Soon, we will have a brand new group of lucky parents whose sons and daughters have been accepted to colleges to which they applied.  Their high school students will then begin to face that daunting decision (to be made in such a short amount of time!): Which school should I choose?  These schools all want me, but which school is right for me?

As we all know, it is ultimately the students' choice.  These questions can only and, more importantly, should only be ultimately answered by the student alone.

However, as parents, you play a HUGE role in this decision.  So this is what we want to know: how did you help in the decision-making process?  How did you find that balance between giving too much of your opinion and not giving enough?  What did you do to make the decision a little easier on your child, and what are some tips you would give to parents going through this process right now?

JHU_Diane

  • Hopkins Parent
It's Time to Make a Decision about College ...
« Reply #1 on: March 05, 2008, 04:59 PM »
I would like to think I helped in the decision making process by listening to my daughter sort out the positives and negatives of the schools she was considering.  I gave opinions but not comments such as "don't go to that school because".  Be a good listener while they talk through their concerns.  They need to find the school that will be the best fit for them (not for you).  You need to have confidence in your child that they will make the right decision for what is best for them.
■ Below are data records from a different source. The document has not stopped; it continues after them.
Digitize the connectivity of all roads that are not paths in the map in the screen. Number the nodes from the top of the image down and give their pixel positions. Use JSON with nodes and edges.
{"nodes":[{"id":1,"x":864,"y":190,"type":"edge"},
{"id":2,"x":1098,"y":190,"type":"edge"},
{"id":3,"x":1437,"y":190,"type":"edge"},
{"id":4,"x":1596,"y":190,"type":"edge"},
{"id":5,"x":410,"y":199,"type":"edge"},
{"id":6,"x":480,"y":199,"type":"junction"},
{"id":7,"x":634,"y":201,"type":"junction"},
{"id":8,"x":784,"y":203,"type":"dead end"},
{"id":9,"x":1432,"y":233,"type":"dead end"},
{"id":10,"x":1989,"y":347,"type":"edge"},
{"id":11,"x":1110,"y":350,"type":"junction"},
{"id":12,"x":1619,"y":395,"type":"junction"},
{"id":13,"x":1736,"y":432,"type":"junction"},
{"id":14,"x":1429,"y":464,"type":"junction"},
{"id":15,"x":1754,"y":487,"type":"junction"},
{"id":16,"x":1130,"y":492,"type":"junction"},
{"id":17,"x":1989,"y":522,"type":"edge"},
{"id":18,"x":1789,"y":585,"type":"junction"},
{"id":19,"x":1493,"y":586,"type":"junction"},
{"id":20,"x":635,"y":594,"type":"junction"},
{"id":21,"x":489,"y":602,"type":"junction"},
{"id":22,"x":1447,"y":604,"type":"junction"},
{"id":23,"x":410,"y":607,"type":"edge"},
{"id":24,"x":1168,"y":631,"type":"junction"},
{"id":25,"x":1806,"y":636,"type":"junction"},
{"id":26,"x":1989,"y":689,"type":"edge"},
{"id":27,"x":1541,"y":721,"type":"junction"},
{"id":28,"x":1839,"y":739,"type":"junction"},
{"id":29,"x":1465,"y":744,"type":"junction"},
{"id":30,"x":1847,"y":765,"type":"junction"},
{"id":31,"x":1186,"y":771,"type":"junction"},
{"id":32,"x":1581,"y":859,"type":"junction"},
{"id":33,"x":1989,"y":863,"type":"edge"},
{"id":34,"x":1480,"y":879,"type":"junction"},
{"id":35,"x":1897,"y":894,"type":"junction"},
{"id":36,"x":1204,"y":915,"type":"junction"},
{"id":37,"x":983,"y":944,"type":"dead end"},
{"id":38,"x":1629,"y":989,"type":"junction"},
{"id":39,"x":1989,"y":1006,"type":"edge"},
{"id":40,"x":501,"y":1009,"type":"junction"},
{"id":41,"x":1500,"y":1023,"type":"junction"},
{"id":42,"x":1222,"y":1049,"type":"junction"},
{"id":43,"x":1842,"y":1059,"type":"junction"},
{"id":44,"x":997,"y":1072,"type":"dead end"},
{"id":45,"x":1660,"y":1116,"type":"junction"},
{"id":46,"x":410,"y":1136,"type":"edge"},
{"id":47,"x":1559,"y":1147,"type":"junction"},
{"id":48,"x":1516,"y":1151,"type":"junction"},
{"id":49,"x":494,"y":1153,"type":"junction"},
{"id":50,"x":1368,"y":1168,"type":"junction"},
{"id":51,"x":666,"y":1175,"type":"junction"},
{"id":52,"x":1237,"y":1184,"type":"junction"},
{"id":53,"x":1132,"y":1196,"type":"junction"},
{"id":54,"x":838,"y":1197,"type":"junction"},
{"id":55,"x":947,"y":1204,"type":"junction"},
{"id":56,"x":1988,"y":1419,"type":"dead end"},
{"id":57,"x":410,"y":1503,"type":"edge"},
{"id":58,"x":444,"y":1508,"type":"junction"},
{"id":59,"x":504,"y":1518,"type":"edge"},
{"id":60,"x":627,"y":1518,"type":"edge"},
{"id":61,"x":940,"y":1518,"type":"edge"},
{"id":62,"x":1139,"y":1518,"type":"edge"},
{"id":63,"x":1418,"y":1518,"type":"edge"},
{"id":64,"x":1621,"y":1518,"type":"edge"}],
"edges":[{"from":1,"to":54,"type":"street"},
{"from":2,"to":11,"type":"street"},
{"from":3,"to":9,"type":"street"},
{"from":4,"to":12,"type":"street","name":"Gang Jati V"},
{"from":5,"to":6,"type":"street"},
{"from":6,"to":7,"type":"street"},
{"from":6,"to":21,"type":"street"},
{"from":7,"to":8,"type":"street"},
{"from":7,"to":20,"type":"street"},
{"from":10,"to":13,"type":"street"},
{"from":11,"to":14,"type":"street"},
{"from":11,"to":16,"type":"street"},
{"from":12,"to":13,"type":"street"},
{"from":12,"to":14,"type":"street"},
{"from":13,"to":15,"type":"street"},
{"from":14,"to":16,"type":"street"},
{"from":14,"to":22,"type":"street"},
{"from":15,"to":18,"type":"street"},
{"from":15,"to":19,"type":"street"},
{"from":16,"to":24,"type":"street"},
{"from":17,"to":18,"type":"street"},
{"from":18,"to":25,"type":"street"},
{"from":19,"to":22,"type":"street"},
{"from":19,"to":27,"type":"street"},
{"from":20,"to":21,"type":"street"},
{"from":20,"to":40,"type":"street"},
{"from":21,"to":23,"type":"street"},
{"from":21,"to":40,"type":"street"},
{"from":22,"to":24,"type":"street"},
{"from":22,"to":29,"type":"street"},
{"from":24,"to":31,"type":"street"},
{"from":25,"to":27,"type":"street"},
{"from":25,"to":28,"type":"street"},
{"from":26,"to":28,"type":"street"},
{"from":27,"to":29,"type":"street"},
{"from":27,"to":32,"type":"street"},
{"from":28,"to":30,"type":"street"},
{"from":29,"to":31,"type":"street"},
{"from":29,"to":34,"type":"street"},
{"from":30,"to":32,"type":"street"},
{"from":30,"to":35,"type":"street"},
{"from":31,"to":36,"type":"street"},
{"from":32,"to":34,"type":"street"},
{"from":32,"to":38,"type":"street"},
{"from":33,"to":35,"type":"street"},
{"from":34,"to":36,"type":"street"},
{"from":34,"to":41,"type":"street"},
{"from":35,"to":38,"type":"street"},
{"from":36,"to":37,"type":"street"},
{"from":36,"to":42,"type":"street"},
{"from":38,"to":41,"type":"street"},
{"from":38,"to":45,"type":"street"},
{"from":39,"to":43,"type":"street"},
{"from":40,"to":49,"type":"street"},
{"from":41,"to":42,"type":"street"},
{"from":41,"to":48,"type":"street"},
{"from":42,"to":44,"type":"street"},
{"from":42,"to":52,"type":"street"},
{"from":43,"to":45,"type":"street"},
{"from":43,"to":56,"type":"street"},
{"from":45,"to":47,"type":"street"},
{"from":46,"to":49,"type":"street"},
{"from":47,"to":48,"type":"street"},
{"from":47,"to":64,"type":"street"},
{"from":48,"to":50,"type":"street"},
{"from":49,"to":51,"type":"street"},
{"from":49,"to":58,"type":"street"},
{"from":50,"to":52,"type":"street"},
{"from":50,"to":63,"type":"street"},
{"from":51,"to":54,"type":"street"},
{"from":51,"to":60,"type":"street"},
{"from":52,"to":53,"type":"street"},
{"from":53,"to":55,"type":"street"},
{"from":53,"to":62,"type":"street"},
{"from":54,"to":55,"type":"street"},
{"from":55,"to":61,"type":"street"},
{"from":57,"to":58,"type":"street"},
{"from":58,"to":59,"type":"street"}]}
I'm sure that your child got to this point with a clear goal in mind and they know what is best in terms of what each school can do for them academically.  Just support them and their decision and let them know that you are there for them throughout the whole process.
Diane...Proud Mom of JHU_Lauren, Class of 2011

JHU_Lori

  • Hopkins Parent
It's Time to Make a Decision about College ...
« Reply #2 on: March 07, 2008, 11:42 AM »
I believe that once the acceptance letters are in, the decision is really up to your son or daughter. I tried to help as much as I could throughout the prior year in terms of guiding my son to look at as wide a range of schools as possible so that he could get a feel for all of the options that were available ( from national universities to small liberal arts colleges throughout the country) and helping to assess where to apply - but the final decision as to where to apply was his and once the applications were in there was a general presumption that all of the schools were schools that he thought would be a good fit. Of course things change from December to April and the final decision is really for your son or daughter to decide, from among their acceptances,  which of the schools is the best fit.  In this regard, I made clear to my son that I didn't think he could make a wrong decision among the schools he was considering, that the final decision was his to make and that he had to figure out where he would be happy for the 4 years. We of course were available to listen to him as he worked through his decision-making process, but I think the best advice is to lay low and let your child determine the role that you will play - let them lean on you as much as they need to but don't try to impose your views on them.

JHU_Sheila

  • Hopkins Parent
It's Time to Make a Decision about College ...
« Reply #3 on: March 13, 2008, 10:56 AM »
Now that you know for sure what your options are, making that final decision is tough. This is probably the first really big decision your son or daughter has had to make in their young lives, and as a parent the temptation to make this decision for them is overwhelming but please remember it is NOT your decision to make!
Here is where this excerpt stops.